By virtue of the decisions of Court cited here above and by virtue of the provisions of Sections 83(1) of the Sheriffs and Civil Process Act, on the one hand and, which requires that the Judgment Debtor has to be examined orally or otherwise before the making of the order absolute; and Section 83(2) on the other hand, which mandates the service of the order nisi on the Judgment Debtor at least fourteen (14) days before the hearing wherein the order nisi will be made absolute; this Court hereby finds and do hold that;

1. The judgment Debtor becomes a necessary party after the grant of the Garnishee order nisi and rather than being referred to as a nominal party as he is expected henceforth, and upon the grant of the decree nisi to play the role of a necessary party in the rest of the proceedings either leading to the setting aside of the decree nisi or the grant of the decree absolute.

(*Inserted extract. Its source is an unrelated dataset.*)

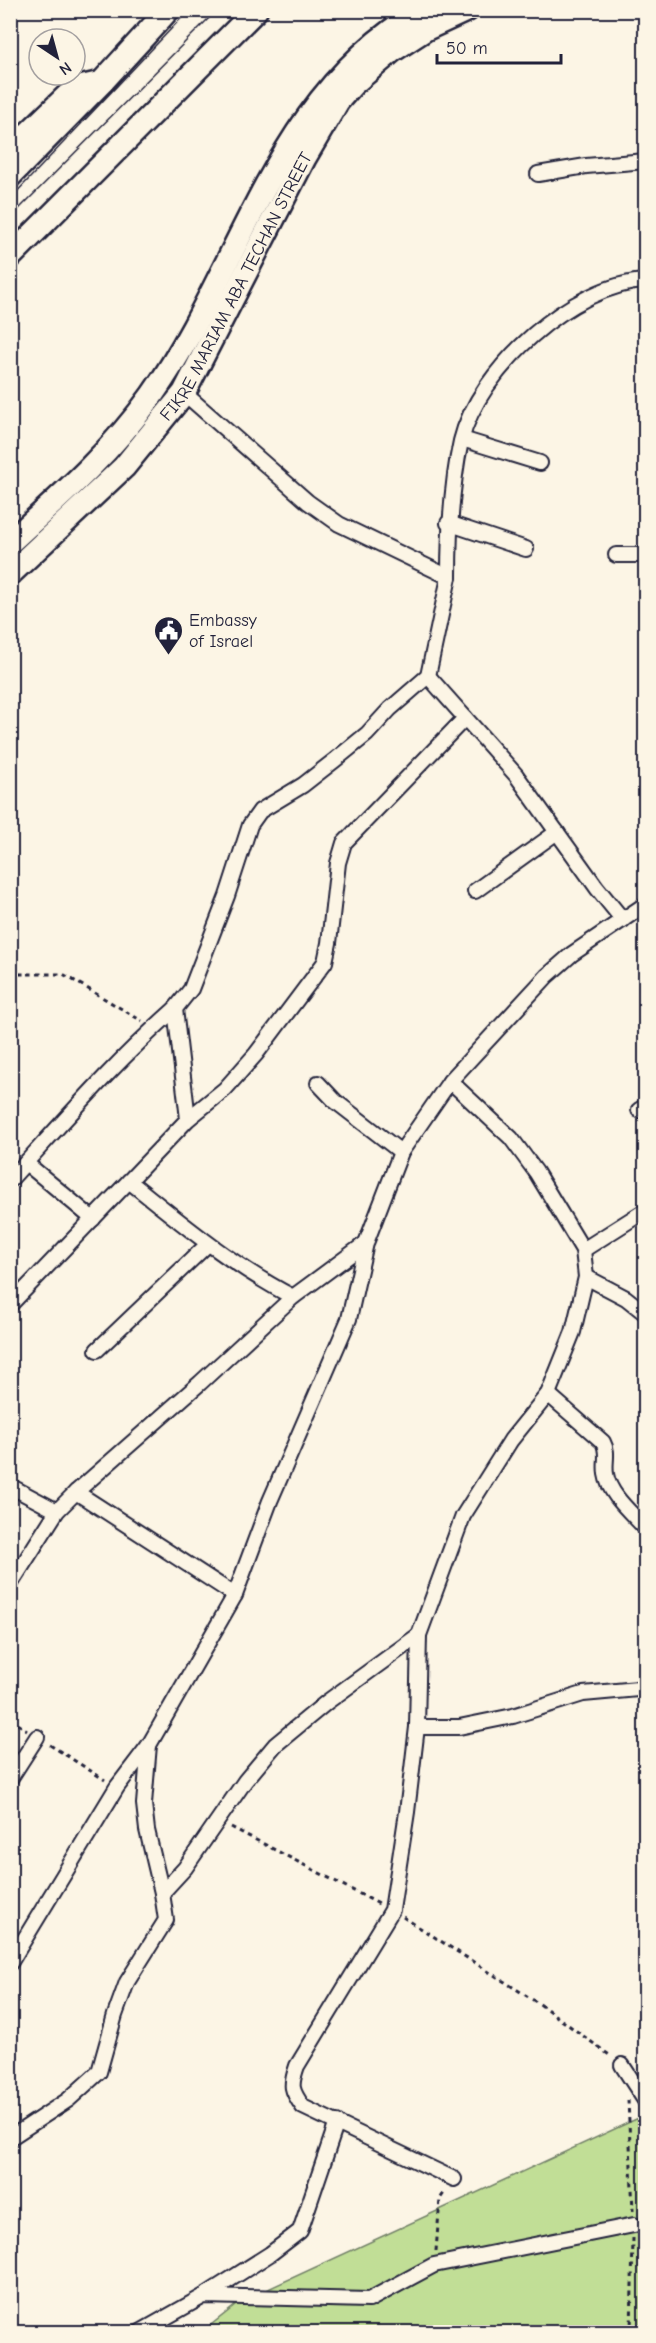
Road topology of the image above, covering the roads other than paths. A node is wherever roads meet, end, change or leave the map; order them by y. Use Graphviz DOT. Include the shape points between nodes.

2. That the grant of the Garnishee Order absolute by the Court ultimately, signifies the final decision of the Court in respect of the Garnishee proceedings by virtue of the decision of the Supreme Court in the case of UBN Plc v. Boney Marcus (Supra). Per OHO, JCA. read in context

3. Garnishee Proceedings – The doctrine of functus officio
Effect of order absolute in garnishee proceedings

The question that should therefore be addressed at this stage is; whether the learned Court below, after having accomplished its functions in the Garnishee proceedings brought before it by the grant subsequently of the Garnishee order absolute, was in any position to review, reverse, rehear or revisit the issue of the Garnishee proceedings afresh, which was brought before it for adjudication by the Appellant/Judgment Creditor following the application of the 1st Respondent to that effect who was Judgment Debtor at the Court below?
The settled position of the law is that a Court is said to be functus officio in respect of a matter if the Court has accomplished its functions in respect of that matter and it lacks the jurisdiction to review, reopen, reverse or revisit the matter. See First Bank of Nigeria Plc v. TSA Industries Limited (2010) LPELR- 1283 (SC). In an earlier judgment of the Supreme Court, in the case of John Andy Sons & Co. Ltd v. National Cereal Research Institute (1997) LPELR-1691 (SC) on the issue, the Court per WALI, JSC had this to say on the subject;

“Once an issue or issues have been raised and determined by the between the litigating parties, the Court becomes functus officio to either direct or allow the parties to re-open the same issues before it for re-litigation. See Nnajiofor v. Ukonu (1985) 2 NWLR (Pt. 9) 686 AT 688.”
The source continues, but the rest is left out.